That’s not to say that Guy Chadwick’s Lazy, Soft And Slow was a record they should have been losing their minds over. Like the title suggests, this is a mild, relaxed record—one you’d expect from a man just entering his 40s. But there was certainly a place for it, given its quality, and given the dozens of top-tier songs the man had put out in the decade preceding it.
In an equivalent situation, you just can’t imagine an album like this slipping out almost unnoticed these days. It feels like there is a far greater degree of cultural respect afforded in 2025, partly through the uniting qualities of the internet. Back then, you couldn’t exactly find an online House of Love community, put it that way.
And so the decision of Optic Nerve to finally put this overlooked record out on vinyl fully 27 years after it came out gives us all a chance to reassess it, and see how it stands up after all this time.
I guess the most obvious thing that jumps out is that it’s nothing like his House of Love work. Possibly deliberately, there’s far less edge to it. In his band guise, there was a general tendency to rock rock rock, with driving singles, and an intensity that few bands could match. The sweetness of Song For Gaia, next to Mirrored In My Mind are the sound of a songwriter at the top of his game. Neither were singles, but as album tracks go, these are as catchy as anything he’d ever done.
The honour of lead single went to the beautiful This Strength but the wise overlords of UK radio never gave it a flicker of a chance. If it got played, I certainly never heard it, and it’s of limited surprise that it didn’t dent the Top 75—and nor did this album, criminally.
I managed to catch Guy doing his solo tour in the early spring of 1998. He played a blinding set that night, but it was clear that his stock had fallen in terms of venue size and general buzz. Just over five years before, he was playing The Royal Albert Hall. Now his first solo album had entirely bombed commercially.
None of that matters now, of course. Listen to total gems like Close Your Eyes and Crystal Love Song and tell me this album deserved to be ignored.
Happily, The House of Love reformed in 2005, did countless victory laps, released several albums of solid new material, and Guy has continued under the name with a new lineup, perhaps mindful that the last time he dropped the brand, people lost interest.

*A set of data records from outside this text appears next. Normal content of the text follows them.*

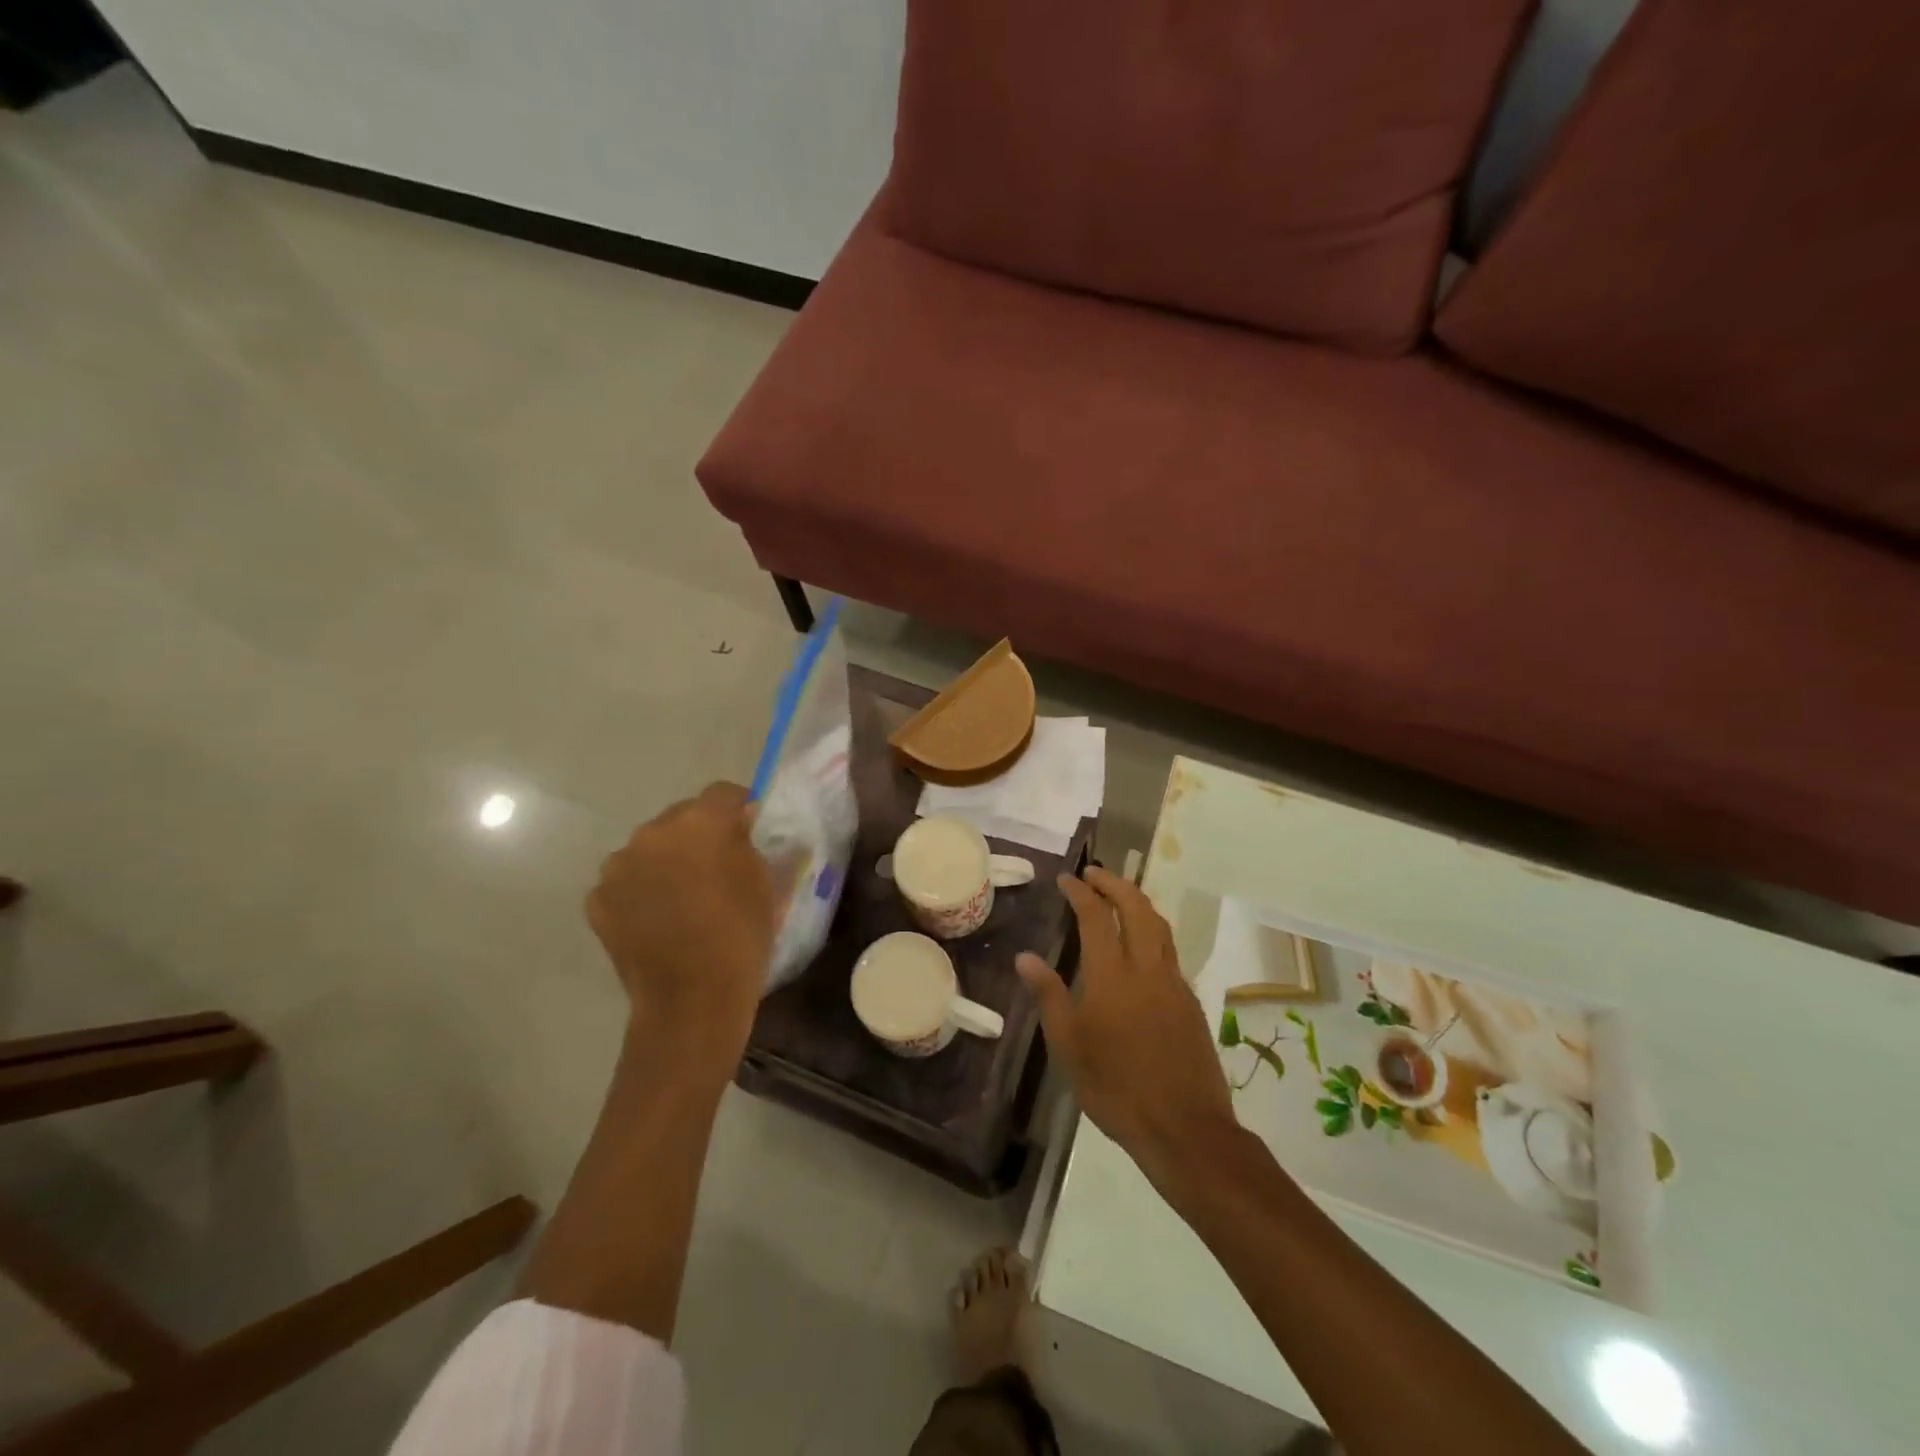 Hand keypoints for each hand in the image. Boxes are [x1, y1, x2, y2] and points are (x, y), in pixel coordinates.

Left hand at [586, 783, 792, 1070]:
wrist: (691, 1000)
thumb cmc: (741, 935)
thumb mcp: (765, 882)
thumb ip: (750, 843)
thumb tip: (741, 826)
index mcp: (699, 823)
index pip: (723, 793)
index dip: (739, 808)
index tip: (749, 829)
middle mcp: (652, 833)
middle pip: (681, 818)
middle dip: (699, 834)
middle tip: (716, 867)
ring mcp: (618, 866)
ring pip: (650, 848)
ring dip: (666, 861)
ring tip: (682, 897)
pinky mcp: (598, 899)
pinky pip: (626, 881)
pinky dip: (641, 891)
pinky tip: (658, 919)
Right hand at [1017, 867, 1236, 1190]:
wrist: (1185, 1128)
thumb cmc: (1116, 1089)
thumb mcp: (1069, 1047)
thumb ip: (1049, 996)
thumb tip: (1025, 957)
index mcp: (1113, 976)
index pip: (1097, 917)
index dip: (1081, 892)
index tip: (1067, 879)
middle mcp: (1147, 969)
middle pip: (1137, 908)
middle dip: (1115, 883)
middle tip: (1095, 873)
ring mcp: (1174, 984)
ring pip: (1160, 926)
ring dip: (1138, 901)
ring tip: (1119, 895)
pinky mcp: (1190, 1002)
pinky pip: (1170, 950)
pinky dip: (1152, 931)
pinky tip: (1140, 946) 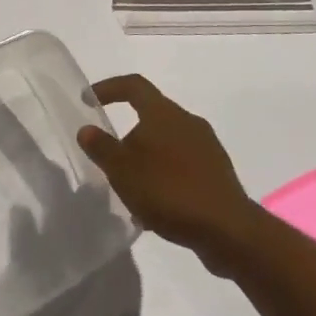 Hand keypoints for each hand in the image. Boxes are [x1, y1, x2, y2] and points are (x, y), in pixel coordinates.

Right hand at [78, 75, 259, 272]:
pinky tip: (157, 207)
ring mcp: (207, 147)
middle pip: (151, 116)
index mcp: (164, 113)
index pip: (134, 85)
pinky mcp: (217, 173)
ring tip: (132, 189)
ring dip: (147, 159)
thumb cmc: (169, 190)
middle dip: (129, 135)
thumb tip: (87, 129)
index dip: (109, 88)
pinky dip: (165, 177)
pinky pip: (183, 166)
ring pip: (167, 144)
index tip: (89, 100)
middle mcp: (188, 122)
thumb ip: (101, 147)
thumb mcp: (122, 170)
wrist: (228, 229)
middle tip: (111, 159) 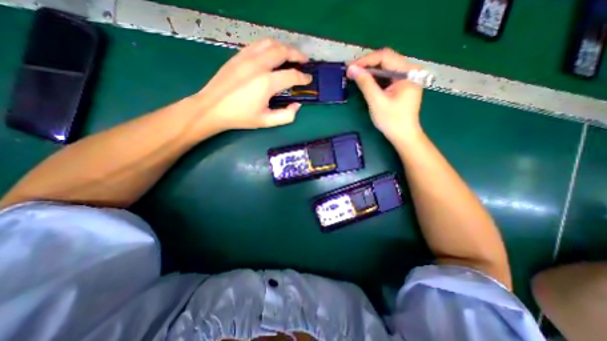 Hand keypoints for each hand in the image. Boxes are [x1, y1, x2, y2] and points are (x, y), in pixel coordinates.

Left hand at [193, 37, 309, 131]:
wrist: (212, 107)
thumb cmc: (241, 117)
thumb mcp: (266, 121)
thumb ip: (286, 115)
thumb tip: (296, 105)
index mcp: (267, 83)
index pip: (292, 75)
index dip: (303, 77)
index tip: (308, 80)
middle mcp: (259, 65)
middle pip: (283, 51)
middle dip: (297, 55)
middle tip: (304, 61)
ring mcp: (247, 57)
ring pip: (271, 43)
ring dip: (284, 47)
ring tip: (290, 55)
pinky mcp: (238, 55)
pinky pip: (258, 44)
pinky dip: (269, 46)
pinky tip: (272, 54)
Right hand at [349, 47, 423, 143]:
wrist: (404, 135)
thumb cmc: (391, 120)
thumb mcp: (377, 101)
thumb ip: (365, 83)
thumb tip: (351, 69)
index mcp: (408, 72)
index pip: (385, 56)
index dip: (365, 60)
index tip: (350, 68)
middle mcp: (410, 70)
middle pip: (386, 60)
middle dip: (367, 65)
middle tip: (351, 72)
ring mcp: (407, 77)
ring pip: (385, 68)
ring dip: (370, 71)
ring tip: (355, 77)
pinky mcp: (402, 85)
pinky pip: (387, 76)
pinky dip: (375, 78)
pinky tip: (366, 82) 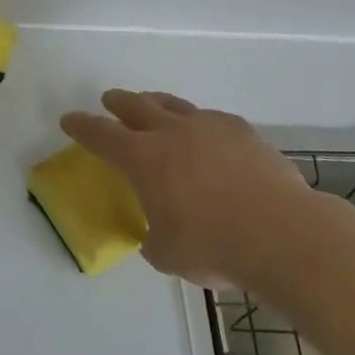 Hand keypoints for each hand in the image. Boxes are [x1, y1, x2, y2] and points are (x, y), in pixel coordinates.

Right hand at [60, 91, 354, 289]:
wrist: (285, 235)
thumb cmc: (215, 246)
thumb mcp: (167, 254)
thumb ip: (153, 237)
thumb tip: (157, 233)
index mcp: (143, 159)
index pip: (100, 135)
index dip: (81, 126)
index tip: (69, 119)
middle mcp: (171, 133)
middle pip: (136, 105)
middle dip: (118, 102)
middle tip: (110, 100)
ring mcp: (209, 127)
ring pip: (174, 105)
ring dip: (157, 104)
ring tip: (153, 105)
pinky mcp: (243, 132)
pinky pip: (211, 120)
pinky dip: (199, 124)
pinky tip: (206, 135)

With the benefit of time and distance, any House of Love fans that let this album pass them by, or simply haven’t heard it in decades, this belated vinyl release provides a timely reminder. Kudos to Optic Nerve, also, for packaging the record with an excellent lyric book, and adding on two tracks that were previously on the You Really Got A Hold Of Me CD single. [Shame there wasn’t room for the two other stray b-side tracks to make it really definitive, but space considerations unfortunately restrict what vinyl can reasonably hold before it all starts to sound bad.]
Maybe now this is out the door, Optic Nerve can turn its attention to the one House of Love album that never got a vinyl release: The 2005 comeback album, Days Run Away the one with Terry Bickers back in the fold, as unlikely a reunion as there ever was.